We visited Stanford. That was a little more about the outpatient side. We visited the University of Utah, which was on the ambulatory side in the inpatient hospital. Stanford is in the process of building a new hospital but they just built a new outpatient facility for ambulatory care. The University of Utah [54.00] is in the process of adding to their hospital, so we learned a lot from them. They are still in that process.

The platform that we looked at that was very helpful was the Zuckerberg San Francisco General Hospital, whose physicians are academics from the University of California San Francisco. They developed a very successful fast-track process especially for outpatient orthopaedics, whereby the concept [54.30] is that there are two OR rooms that can never be bumped and are only for outpatient procedures that are 90 minutes or less. They have been able to double the amount of surgeries that they do for outpatients in a day. They have a dedicated team of people.

The way in which it works is process-driven as well as design-driven. They have an extra circulating team. As one team is in the room doing the procedure, the other team is prepping [55.00] and doing everything they need to do to get the next patient ready. As soon as patient one is finished, that team brings that patient out to recovery and the second team is ready to go into the next room. They have turned their turnover time to almost negative numbers and it has been very successful for them. We learned a lot about that, and that is something that we are working on in our current facility and hoping to take to the new facility.

Brittany Hagedorn

That is fantastic – really interesting. [55.30] I do want to wrap things up here, so thank you, Frank, for the presentation. Do either of you have anything else you want to mention before we close out?

Frank Zilm

I would just like to thank SSM for allowing us to share this material with you today. As I mentioned at the beginning, I think one of the keys to the success was having a strong leader from the project to work with the group, and I appreciate Kelly [56.00] serving in that role.

Kelly Baumer

Thank you. The one thing I just want to add is that Frank and his team were really good listeners.
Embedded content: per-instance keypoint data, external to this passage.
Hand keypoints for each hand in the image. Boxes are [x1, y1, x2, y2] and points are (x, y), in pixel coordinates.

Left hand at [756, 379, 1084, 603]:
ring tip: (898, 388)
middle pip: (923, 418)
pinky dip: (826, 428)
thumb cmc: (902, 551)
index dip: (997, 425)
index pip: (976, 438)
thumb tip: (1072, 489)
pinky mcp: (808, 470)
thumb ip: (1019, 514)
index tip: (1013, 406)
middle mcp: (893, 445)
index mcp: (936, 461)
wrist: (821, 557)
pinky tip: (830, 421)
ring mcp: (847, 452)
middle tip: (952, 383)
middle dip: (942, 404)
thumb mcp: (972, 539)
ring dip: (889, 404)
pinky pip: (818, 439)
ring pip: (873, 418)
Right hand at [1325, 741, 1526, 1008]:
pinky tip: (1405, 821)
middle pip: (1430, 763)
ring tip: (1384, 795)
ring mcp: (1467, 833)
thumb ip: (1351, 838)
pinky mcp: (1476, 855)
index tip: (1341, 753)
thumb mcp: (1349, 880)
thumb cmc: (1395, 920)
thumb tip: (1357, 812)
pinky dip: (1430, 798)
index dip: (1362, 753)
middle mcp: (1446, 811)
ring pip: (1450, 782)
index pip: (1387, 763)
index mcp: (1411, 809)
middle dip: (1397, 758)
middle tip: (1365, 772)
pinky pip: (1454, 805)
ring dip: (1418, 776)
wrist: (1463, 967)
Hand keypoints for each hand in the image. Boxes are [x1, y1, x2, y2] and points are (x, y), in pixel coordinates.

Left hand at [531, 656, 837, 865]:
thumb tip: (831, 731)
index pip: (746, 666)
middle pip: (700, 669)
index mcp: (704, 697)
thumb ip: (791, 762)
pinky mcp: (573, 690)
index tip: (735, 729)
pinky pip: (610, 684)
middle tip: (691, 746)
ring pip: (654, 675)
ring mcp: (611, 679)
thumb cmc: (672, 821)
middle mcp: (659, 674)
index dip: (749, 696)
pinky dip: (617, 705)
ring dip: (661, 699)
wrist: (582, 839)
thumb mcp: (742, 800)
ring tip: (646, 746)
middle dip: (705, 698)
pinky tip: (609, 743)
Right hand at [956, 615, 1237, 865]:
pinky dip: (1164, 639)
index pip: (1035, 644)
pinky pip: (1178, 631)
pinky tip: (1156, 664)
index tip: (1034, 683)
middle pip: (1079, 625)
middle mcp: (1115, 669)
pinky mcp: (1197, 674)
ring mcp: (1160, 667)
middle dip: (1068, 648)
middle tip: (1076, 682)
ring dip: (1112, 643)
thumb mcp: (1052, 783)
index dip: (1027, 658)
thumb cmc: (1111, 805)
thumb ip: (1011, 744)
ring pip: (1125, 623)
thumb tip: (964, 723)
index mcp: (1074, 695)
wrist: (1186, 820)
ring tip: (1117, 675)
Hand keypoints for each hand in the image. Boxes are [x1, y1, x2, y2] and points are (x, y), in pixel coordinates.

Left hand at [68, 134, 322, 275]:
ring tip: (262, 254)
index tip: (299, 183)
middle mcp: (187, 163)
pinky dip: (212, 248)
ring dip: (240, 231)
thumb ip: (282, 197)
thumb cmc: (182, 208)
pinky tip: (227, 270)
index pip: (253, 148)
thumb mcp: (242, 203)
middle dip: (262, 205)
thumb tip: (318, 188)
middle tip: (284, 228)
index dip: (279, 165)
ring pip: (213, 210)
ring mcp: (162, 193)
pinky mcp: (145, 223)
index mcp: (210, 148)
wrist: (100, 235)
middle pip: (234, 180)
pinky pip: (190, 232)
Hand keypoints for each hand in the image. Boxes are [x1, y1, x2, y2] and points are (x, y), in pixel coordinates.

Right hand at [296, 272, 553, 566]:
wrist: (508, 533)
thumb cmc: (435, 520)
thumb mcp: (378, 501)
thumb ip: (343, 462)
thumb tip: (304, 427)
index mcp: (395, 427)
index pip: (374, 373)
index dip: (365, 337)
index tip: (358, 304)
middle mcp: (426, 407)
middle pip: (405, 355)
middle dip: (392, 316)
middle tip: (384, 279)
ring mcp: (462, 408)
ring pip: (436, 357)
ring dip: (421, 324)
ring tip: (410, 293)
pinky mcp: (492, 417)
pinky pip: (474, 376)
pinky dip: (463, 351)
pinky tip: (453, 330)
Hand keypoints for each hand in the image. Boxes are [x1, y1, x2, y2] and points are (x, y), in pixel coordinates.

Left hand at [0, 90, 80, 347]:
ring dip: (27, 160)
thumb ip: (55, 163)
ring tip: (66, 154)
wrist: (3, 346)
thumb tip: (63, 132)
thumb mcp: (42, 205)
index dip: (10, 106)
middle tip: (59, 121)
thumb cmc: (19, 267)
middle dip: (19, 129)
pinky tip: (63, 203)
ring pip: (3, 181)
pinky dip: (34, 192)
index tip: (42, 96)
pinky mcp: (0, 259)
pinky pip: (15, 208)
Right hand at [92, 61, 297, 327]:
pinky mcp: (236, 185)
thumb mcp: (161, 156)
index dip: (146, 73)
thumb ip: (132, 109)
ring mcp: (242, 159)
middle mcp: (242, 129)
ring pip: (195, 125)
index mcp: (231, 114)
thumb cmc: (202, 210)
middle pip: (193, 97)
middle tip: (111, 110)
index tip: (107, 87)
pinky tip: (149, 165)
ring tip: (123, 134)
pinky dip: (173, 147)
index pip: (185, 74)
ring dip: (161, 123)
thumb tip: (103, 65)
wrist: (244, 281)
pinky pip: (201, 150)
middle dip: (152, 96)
I would say that really engaging your frontline staff in the process is really key, because they are the ones who know all the current challenges that they face and they always bring a lot of things to life that sometimes those at the leadership level are not thinking about. Additionally, you need architects who really sit and listen [56.30] to what the staff say, so that you can have successful models. I would say that those are the two key things that we were very lucky with in this project.

Brittany Hagedorn

Thank you both so much. I really appreciate you taking your time. It has really been fantastic to hear about this project. What is really important is that we remember that simulation is part of an integrated project. It is not the focus of the project; the modelling is not the final conclusion. It is the technology that facilitates the discussions [57.00] and the decision-making and that helps you make those plans better. I really appreciate you putting it in that context for us today. Thank you, everybody, so much for your time and we will talk to you soon.